Task statement
Answer with one number only: how many lines in the material contain "Lake".

Extracted data
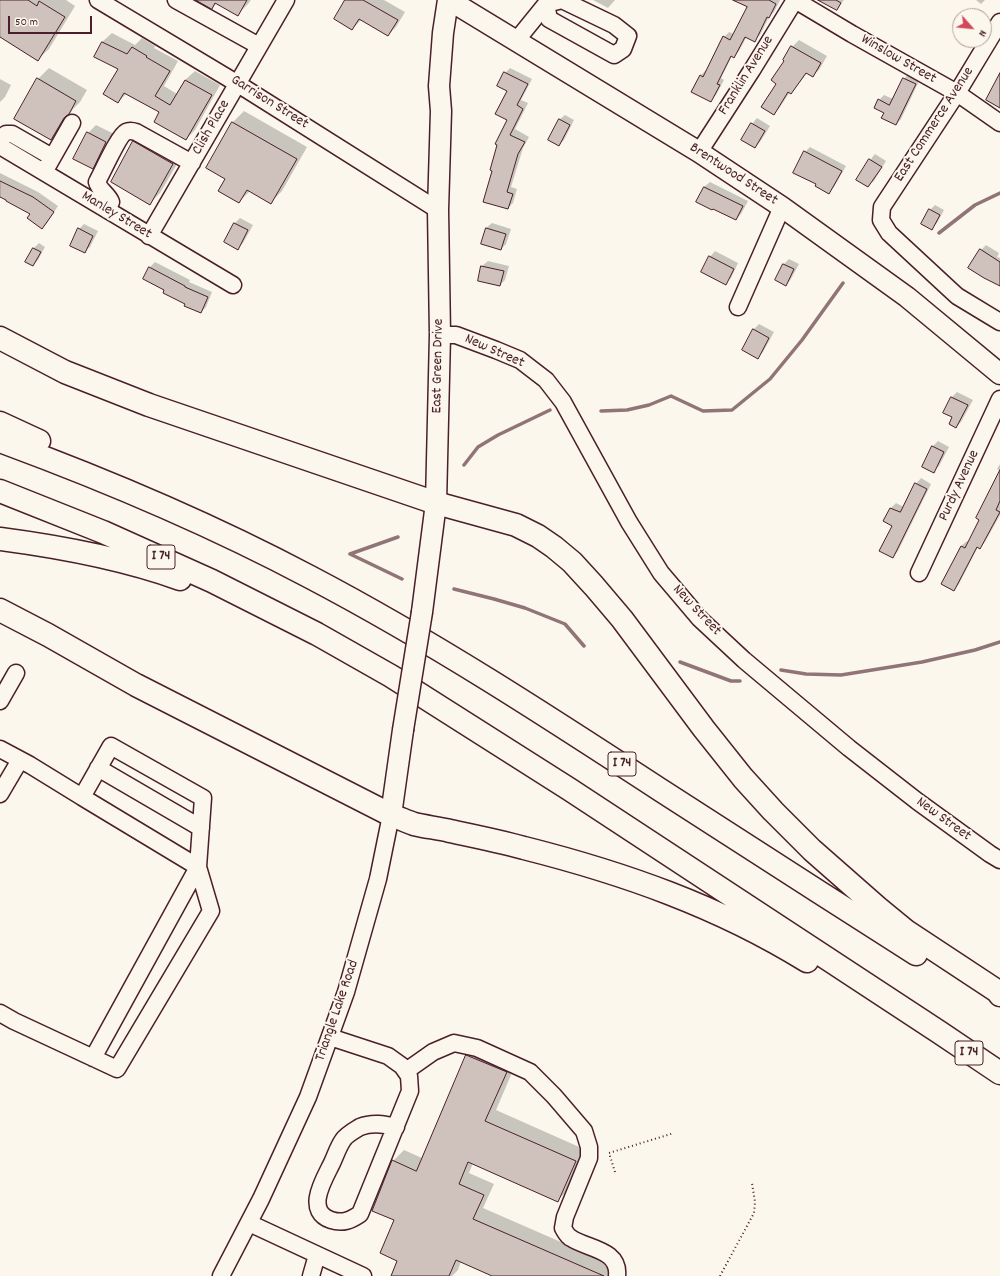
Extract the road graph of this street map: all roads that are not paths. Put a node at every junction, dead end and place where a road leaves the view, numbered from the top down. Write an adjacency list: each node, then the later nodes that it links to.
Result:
1 (98, 0): 10 (street, Garrison Street)
2 (176, 0): 9 (street)
3 (286, 0): 9 (street, Clish Place)
4 (449, 0): 8 (main road, Brentwood Street); 22 (main road, East Green Drive)
5 (795, 0): 11 (street, Winslow Street); 16 (street, Franklin Avenue)
6 (546, 4): 6 (street); 8 (street)
7 (1000, 22): 11 (street, East Commerce Avenue)
8 (516, 41): 16 (main road, Brentwood Street)
9 (259, 46): 10 (street, Clish Place)
10 (238, 84): 18 (street, Clish Place); 22 (street, Garrison Street)
11 (957, 93): 13 (street, Winslow Street); 26 (street, East Commerce Avenue)
12 (72, 123): 17 (street)
13 (1000, 123)
14 (0, 139): 17 (street)
15 (0, 146): 19 (street, Manley Street)
16 (699, 152): 20 (main road, Brentwood Street)
17 (52, 157): 19 (street)
18 (192, 163): 21 (street); 23 (street, Clish Place)
19 (43, 172): 21 (street, Manley Street)
20 (782, 207): 25 (street); 29 (main road, Brentwood Street)
21 (107, 210): 23 (street, Manley Street)
22 (438, 210): 27 (main road, East Green Drive)
23 (149, 236): 24 (street, Manley Street)
24 (232, 285)
25 (738, 307)
26 (1000, 322)
27 (440, 335): 34 (main road, East Green Drive); 50 (street, New Street)
28 (0, 338): 34 (highway)
29 (1000, 374)
30 (1000, 399): 37 (street, Purdy Avenue)
31 (0, 424): 35 (highway)
32 (0, 441): 35 (highway, I 74)
33 (0, 491): 39 (highway, I 74)
34 (436, 503): 42 (main road, East Green Drive, bridge); 52 (highway)
35 (233, 538): 53 (highway, I 74)
36 (0, 540): 39 (highway)
37 (919, 573)
38 (0, 610): 48 (highway)
39 (317, 634): 55 (highway, I 74)
40 (16, 673): 41 (street)
41 (0, 701)
42 (402, 730): 48 (main road, Triangle Lake Road)
43 (0, 749): 44 (street)
44 (20, 760): 46 (street); 47 (street)
45 (98, 768): 47 (street); 49 (street); 49 (street)
46 (0, 794)
47 (82, 797): 51 (street)
48 (391, 815): 55 (highway); 56 (street, Triangle Lake Road)
49 (201, 828): 51 (street)
50 (1000, 860)
51 (198, 867): 57 (street); 57 (street)
52 (1000, 995)
53 (1000, 1008)
54 (0, 1013): 57 (street)
55 (939, 1032): 59 (highway, I 74)
56 (330, 1037): 58 (street); 61 (street, Triangle Lake Road)
57 (93, 1058)
58 (406, 1071): 60 (street); 66 (street)
59 (1000, 1073)
60 (396, 1127): 60 (street)
61 (249, 1223): 62 (street); 63 (street, Triangle Lake Road)
62 (317, 1255): 64 (street); 65 (street)
63 (221, 1276)
64 (311, 1276)
65 (363, 1276)
66 (617, 1276)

Solution
4